[Aim of the exercise] Work through the data below and state how many lines contain "Vergara", giving that number alone.

[Stored data]
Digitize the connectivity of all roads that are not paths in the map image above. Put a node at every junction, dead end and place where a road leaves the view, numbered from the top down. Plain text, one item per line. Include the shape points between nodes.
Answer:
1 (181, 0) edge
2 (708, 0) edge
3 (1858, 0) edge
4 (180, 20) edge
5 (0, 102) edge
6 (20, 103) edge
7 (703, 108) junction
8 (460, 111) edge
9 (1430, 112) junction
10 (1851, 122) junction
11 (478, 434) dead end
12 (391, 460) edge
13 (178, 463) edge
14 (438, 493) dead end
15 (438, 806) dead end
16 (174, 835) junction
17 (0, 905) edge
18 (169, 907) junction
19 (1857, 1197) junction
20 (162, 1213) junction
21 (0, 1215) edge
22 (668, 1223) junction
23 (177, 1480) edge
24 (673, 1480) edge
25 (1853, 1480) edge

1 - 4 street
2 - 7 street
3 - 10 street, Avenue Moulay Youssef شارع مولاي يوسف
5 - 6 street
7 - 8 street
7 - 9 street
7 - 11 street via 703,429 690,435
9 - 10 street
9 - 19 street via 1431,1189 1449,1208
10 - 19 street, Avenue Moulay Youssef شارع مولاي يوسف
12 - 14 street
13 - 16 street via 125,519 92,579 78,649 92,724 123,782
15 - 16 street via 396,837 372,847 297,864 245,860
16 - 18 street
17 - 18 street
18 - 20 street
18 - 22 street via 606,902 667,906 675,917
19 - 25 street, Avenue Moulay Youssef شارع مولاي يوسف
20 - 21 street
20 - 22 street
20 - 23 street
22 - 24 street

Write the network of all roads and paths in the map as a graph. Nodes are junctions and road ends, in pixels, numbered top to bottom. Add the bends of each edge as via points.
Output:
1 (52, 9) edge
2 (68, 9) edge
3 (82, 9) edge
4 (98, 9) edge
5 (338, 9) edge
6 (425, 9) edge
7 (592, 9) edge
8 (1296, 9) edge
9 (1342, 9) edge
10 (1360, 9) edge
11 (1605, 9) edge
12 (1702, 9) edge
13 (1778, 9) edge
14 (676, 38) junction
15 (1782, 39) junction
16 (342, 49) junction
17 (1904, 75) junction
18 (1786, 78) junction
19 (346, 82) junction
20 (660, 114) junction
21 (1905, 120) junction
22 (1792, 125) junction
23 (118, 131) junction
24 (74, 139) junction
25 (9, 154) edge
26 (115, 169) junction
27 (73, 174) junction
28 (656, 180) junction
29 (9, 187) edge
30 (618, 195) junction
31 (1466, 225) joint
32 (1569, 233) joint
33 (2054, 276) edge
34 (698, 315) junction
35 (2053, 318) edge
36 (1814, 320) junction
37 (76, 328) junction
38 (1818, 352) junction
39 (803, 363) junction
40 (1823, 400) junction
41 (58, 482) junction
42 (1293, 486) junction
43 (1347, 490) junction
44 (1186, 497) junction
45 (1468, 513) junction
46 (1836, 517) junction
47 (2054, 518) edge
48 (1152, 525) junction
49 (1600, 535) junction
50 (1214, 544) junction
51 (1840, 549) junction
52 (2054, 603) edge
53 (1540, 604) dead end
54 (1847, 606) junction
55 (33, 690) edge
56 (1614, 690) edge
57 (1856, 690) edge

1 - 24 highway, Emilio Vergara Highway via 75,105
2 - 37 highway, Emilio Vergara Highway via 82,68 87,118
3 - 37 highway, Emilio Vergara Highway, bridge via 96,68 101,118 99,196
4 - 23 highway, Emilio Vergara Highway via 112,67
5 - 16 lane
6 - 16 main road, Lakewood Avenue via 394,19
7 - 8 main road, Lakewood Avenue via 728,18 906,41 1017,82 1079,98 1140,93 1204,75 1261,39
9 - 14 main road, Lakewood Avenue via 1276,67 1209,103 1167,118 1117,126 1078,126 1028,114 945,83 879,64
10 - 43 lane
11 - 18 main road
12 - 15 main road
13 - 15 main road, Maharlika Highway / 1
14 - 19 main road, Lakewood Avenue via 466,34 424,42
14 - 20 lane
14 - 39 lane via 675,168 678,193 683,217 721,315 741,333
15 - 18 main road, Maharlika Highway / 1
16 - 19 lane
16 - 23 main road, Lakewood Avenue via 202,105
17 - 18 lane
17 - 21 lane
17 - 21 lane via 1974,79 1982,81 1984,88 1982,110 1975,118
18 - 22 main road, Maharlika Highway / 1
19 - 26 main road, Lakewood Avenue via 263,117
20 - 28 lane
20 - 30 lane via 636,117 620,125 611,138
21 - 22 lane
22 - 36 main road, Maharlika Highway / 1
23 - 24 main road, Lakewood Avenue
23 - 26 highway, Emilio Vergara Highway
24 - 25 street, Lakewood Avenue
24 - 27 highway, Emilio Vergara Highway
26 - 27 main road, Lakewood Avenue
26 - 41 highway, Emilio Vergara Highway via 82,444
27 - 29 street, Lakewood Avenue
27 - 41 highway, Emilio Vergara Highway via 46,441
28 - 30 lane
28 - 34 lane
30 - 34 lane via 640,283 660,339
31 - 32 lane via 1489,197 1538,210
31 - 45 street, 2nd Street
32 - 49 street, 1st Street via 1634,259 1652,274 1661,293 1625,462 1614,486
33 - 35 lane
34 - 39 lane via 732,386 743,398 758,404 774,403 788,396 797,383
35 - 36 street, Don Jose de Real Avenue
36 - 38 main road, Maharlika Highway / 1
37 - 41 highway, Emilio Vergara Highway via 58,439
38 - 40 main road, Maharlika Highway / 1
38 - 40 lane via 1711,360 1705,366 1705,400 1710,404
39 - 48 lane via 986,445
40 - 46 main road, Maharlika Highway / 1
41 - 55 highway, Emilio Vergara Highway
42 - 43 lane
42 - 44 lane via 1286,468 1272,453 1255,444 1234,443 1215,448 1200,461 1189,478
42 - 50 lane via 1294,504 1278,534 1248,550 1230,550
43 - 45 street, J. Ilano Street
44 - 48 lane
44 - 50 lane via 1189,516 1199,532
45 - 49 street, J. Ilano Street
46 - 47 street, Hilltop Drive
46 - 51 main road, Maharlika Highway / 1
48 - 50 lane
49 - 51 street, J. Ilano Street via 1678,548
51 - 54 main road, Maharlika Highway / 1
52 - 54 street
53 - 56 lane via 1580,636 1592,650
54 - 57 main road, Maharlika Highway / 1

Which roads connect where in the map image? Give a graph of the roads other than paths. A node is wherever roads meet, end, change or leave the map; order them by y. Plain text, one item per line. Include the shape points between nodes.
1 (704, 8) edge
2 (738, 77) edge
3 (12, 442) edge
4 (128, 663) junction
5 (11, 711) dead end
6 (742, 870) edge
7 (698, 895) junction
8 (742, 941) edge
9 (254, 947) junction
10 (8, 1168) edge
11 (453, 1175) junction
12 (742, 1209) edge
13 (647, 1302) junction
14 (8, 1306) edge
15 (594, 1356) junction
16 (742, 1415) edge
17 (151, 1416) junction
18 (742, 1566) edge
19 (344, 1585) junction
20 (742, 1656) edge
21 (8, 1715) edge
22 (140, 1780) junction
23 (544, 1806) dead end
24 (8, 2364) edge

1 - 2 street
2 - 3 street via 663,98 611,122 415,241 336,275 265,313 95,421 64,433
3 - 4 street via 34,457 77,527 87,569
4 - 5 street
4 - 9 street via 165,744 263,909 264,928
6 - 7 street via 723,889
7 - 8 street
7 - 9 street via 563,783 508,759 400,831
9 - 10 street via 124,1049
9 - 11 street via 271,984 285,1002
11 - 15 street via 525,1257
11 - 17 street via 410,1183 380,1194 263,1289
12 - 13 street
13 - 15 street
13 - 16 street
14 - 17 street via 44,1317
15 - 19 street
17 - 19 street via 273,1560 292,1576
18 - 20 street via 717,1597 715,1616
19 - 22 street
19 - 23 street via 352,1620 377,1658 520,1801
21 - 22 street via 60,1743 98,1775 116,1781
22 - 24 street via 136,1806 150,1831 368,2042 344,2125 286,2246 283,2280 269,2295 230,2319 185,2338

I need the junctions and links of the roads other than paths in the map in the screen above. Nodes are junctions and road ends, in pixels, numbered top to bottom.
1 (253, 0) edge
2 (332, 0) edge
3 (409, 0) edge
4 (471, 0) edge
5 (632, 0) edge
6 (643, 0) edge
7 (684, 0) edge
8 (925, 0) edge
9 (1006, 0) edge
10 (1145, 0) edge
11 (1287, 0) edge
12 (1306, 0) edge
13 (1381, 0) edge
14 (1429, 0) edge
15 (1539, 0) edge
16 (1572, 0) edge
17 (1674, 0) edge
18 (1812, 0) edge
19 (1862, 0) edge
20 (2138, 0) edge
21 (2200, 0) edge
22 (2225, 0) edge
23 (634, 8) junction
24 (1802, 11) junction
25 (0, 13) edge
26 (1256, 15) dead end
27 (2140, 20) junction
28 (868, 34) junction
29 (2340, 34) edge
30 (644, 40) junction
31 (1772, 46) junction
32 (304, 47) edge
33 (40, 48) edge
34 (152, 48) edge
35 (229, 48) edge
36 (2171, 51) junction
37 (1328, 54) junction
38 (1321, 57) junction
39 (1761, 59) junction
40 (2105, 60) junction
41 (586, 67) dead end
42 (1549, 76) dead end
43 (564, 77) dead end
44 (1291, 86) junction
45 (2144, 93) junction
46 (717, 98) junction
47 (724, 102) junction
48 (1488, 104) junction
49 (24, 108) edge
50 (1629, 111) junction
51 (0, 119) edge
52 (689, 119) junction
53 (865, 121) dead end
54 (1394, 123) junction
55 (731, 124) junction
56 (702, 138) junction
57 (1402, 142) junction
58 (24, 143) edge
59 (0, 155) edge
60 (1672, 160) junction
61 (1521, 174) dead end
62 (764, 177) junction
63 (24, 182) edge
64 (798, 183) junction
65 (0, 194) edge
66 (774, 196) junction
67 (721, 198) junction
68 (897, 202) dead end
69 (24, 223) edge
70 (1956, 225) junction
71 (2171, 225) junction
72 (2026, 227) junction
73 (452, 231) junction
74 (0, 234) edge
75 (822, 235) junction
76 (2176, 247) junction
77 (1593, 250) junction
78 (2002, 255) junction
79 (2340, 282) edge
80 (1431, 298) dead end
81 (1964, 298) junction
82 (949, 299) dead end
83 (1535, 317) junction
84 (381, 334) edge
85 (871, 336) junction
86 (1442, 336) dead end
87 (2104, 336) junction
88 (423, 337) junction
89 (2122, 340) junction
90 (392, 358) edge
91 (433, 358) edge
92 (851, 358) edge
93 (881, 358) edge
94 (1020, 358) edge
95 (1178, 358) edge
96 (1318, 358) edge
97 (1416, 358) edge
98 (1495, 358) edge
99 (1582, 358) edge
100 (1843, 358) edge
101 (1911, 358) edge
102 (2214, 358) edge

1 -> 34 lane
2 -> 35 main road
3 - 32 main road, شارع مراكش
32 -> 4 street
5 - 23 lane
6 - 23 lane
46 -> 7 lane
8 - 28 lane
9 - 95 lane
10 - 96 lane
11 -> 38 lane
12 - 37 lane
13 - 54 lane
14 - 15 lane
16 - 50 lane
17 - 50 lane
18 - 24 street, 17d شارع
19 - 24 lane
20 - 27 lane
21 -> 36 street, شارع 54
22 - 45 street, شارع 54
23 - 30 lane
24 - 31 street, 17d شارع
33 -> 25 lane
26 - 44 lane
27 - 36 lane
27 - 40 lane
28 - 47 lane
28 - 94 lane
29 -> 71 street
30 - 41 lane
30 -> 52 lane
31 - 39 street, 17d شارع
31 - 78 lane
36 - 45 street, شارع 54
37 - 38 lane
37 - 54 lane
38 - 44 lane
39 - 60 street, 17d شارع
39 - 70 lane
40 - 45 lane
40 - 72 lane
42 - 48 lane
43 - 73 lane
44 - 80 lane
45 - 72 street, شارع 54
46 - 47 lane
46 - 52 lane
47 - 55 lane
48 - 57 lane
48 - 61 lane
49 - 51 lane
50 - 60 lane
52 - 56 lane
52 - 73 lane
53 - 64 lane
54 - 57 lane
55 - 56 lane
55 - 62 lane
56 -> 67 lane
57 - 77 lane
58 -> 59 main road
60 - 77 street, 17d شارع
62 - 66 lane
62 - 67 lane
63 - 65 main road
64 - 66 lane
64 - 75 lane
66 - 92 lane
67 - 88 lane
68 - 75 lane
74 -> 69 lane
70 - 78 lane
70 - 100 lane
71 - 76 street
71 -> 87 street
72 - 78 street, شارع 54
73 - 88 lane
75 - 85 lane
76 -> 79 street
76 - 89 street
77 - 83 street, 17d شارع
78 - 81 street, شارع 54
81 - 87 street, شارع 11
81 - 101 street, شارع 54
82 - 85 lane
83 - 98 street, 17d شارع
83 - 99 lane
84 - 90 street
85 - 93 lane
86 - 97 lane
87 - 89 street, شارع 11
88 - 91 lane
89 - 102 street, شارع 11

[Task solution] 10